“Empire Day” begins with Hera, Sabine, and Zeb making their way into an alley of a somewhat remote outpost on Lothal. As they disappear, Sabine stops and gazes out into the distance, where she sees Ezra and Kanan training.
Kanan attempts to teach Ezra the importance of opening oneself to others and lowering your guard. Ezra doesn’t seem to be taking to the lesson well, partly because Kanan induces a Lothcat to attack him. After threatening to kill the Lothcat with a lightsaber (Hint of some Dark Side anger, perhaps), Kanan manages to get Ezra to fess up as to why he’s so unfocused today. Ezra states it’s Empire Day, and he’s got bad feelings and perhaps some dark history surrounding it. As they’re talking, a trio of TIE Fighters fly overhead and land at the outpost.

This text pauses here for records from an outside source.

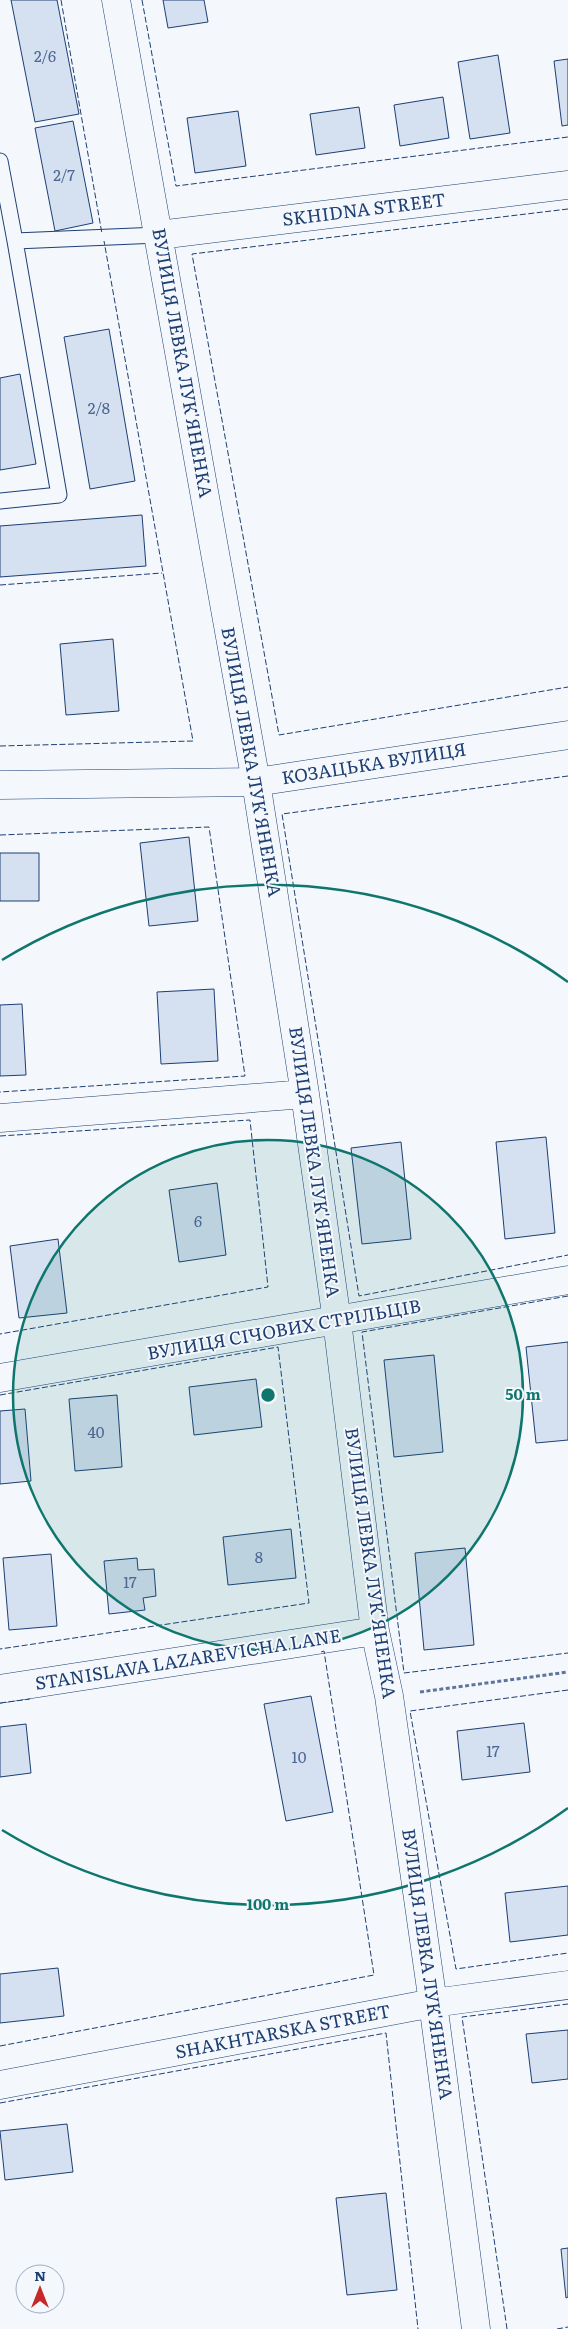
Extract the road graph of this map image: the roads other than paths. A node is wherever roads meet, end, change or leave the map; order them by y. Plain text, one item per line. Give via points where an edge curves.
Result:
1 (116, 0) edge
2 (0, 161) edge
3 (568, 185) edge
4 (159, 235) junction
5 (15, 241) junction
6 (0, 501) edge
7 (568, 735) edge
8 (256, 782) junction
9 (0, 786) edge
10 (305, 1094) junction
11 (0, 1118) edge
12 (568, 1280) edge
13 (337, 1321) junction
14 (0, 1378) edge
15 (376, 1631) junction
16 (0, 1689) edge
17 (568, 1985) edge
18 (433, 2003) junction
19 (0, 2085) edge
20 (476, 2329) edge

1 - 4 street, ВУЛИЦЯ ЛЕВКА ЛУК'ЯНЕНКА
2 - 5 lane
3 - 4 street, SKHIDNA STREET
4 - 5 lane
4 - 8 street, ВУЛИЦЯ ЛЕВКА ЛУК'ЯНЕНКА
5 - 6 lane via 59,495
7 - 8 street, КОЗАЦЬКА ВУЛИЦЯ
8 - 9 street, КОЗАЦЬКА ВУЛИЦЯ
8 - 10 street, ВУЛИЦЯ ЛЕВКА ЛУК'ЯНЕНКА
10 - 11 street
10 - 13 street, ВУЛИЦЯ ЛЕВКА ЛУК'ЯНЕНКА
12 - 13 street, ВУЛИЦЯ СІЧОВИХ СТРІЛЬЦІВ
13 - 14 street, ВУЛИЦЯ СІЧОВИХ СТРІЛЬЦІВ
13 - 15 street, ВУЛИЦЯ ЛЕВКА ЛУК'ЯНЕНКА
15 - 16 street, STANISLAVA LAZAREVICHA LANE
15 - 18 street, ВУЛИЦЯ ЛЕВКА ЛУК'ЯНЕНКА via 389,1696
17 - 18 street, SHAKHTARSKA STREET
18 - 19 street, SHAKHTARSKA STREET
18 - 20 street, ВУЛИЦЯ ЛЕВКА ЛУК'ЯНЕНКА

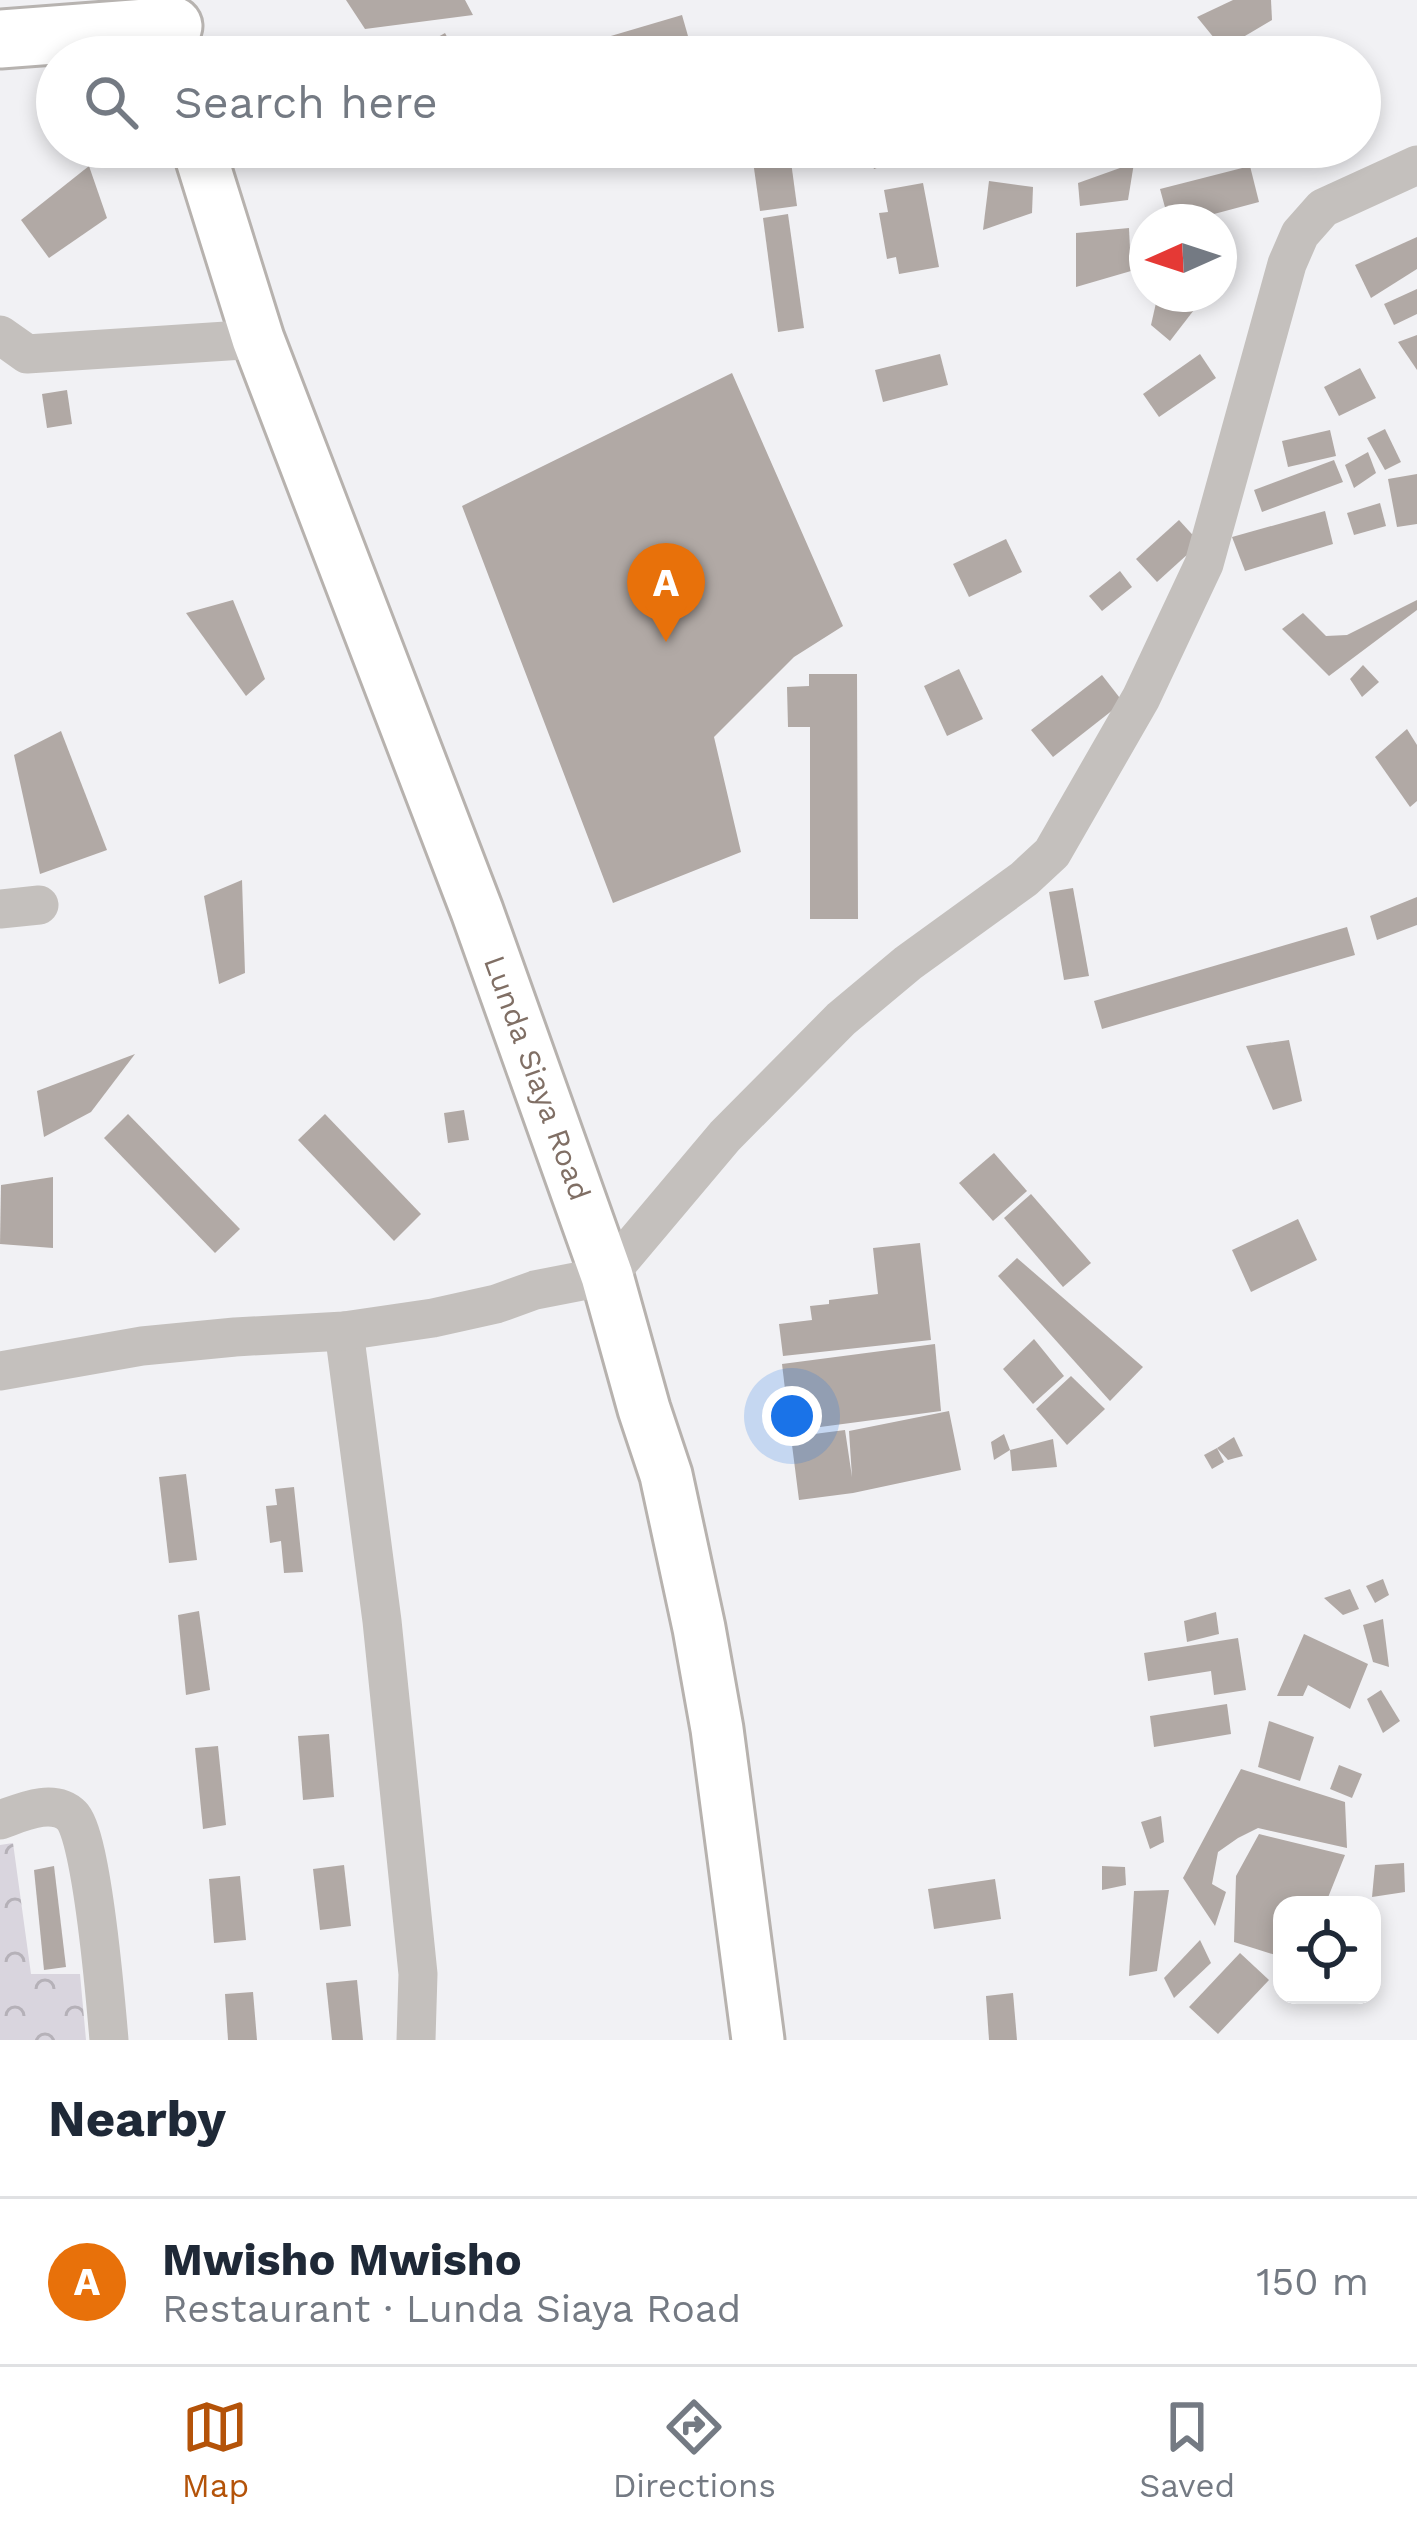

Kanan and Ezra head to a cantina in the outpost where the rest of the Ghost’s crew has holed up. The TIE pilots are busy scanning over the premises, looking for a Rodian that Ezra recognizes. One of the other TIE pilots accosts the barkeeper, demanding that an Empire Day propaganda feed be put on the holoscreen. The broadcast is interrupted by Data, sorry, Senator Traviss imploring the people to protest the Empire Day festivities.
Annoyed, the TIE pilots depart and the Ghost crew vaguely discusses their plans for disrupting the ceremonies on Lothal. Ezra says that he won’t be joining them and heads back to his tower in on the outskirts of the city. There, he hears the whispers of his parents, prodding him to go back to the city to help the people, as it were.
A jaunty Imperial March plays in the city as a parade full of Imperial walkers and transports march down the street. The crew of the Ghost puts themselves into position to pull off their protest and they watch as the Imperial contingent shows off the reason Lothal should be proud to be part of the Empire: They’re producing a new TIE Advance Starfighter.
Using a pyrotechnic lightshow devised by Sabine as a distraction, Kanan goes to blow up the TIE Advance (and then has to act like someone who had way too much glitterstim to avoid the gaze of a nearby Stormtrooper). The crew makes their escape, but their path is cut off. Zeb splits off and Ezra takes Sabine and Hera to a run-down homestead that Ezra grew up in. There, they run into Seebo, the Rodian the TIE pilots were looking for.
The episode finishes its last act with a well-choreographed chase scene that pits the Ghost against the Inquisitor and a wing of TIE Fighters. Inside the Ghost, Seebo (through Sabine acting as a translator) says that he knows what happened to Ezra’s parents.
Then the episode ends on a cliffhanger, and I groaned in abject despair.
“Empire Day” was one of the best episodes that has aired to date. The tone is a bit darker than the other episodes, and for the first time you feel that the plot of the series is starting to progress rapidly. I’m really gaining an appreciation for the core cast that every episode focuses on. Each episode adds to the investment in the story, character, and universe. I’ve said it before, but it took several season of The Clone Wars for me to get as invested as I am now in only a handful of episodes of Rebels.
There’s some interesting Force concepts in play in this episode if you squint. You have to wonder if Kanan is consciously downplaying the old Order’s prohibition on attachments. Kanan seems to believe that it’s important to open oneself up to others and be vulnerable. It’s a subtle thing, but I can’t help but shake the feeling that Kanan has his own thoughts about what a Jedi should be. Perhaps that’s for the best. The old rules didn’t save the old Order.
In all, “Empire’s Day” is an episode that brilliantly showcases what this series is capable of. Every week I’m more on board with this show, and this week’s installment only ramps up how excited I am to tune in for new installments.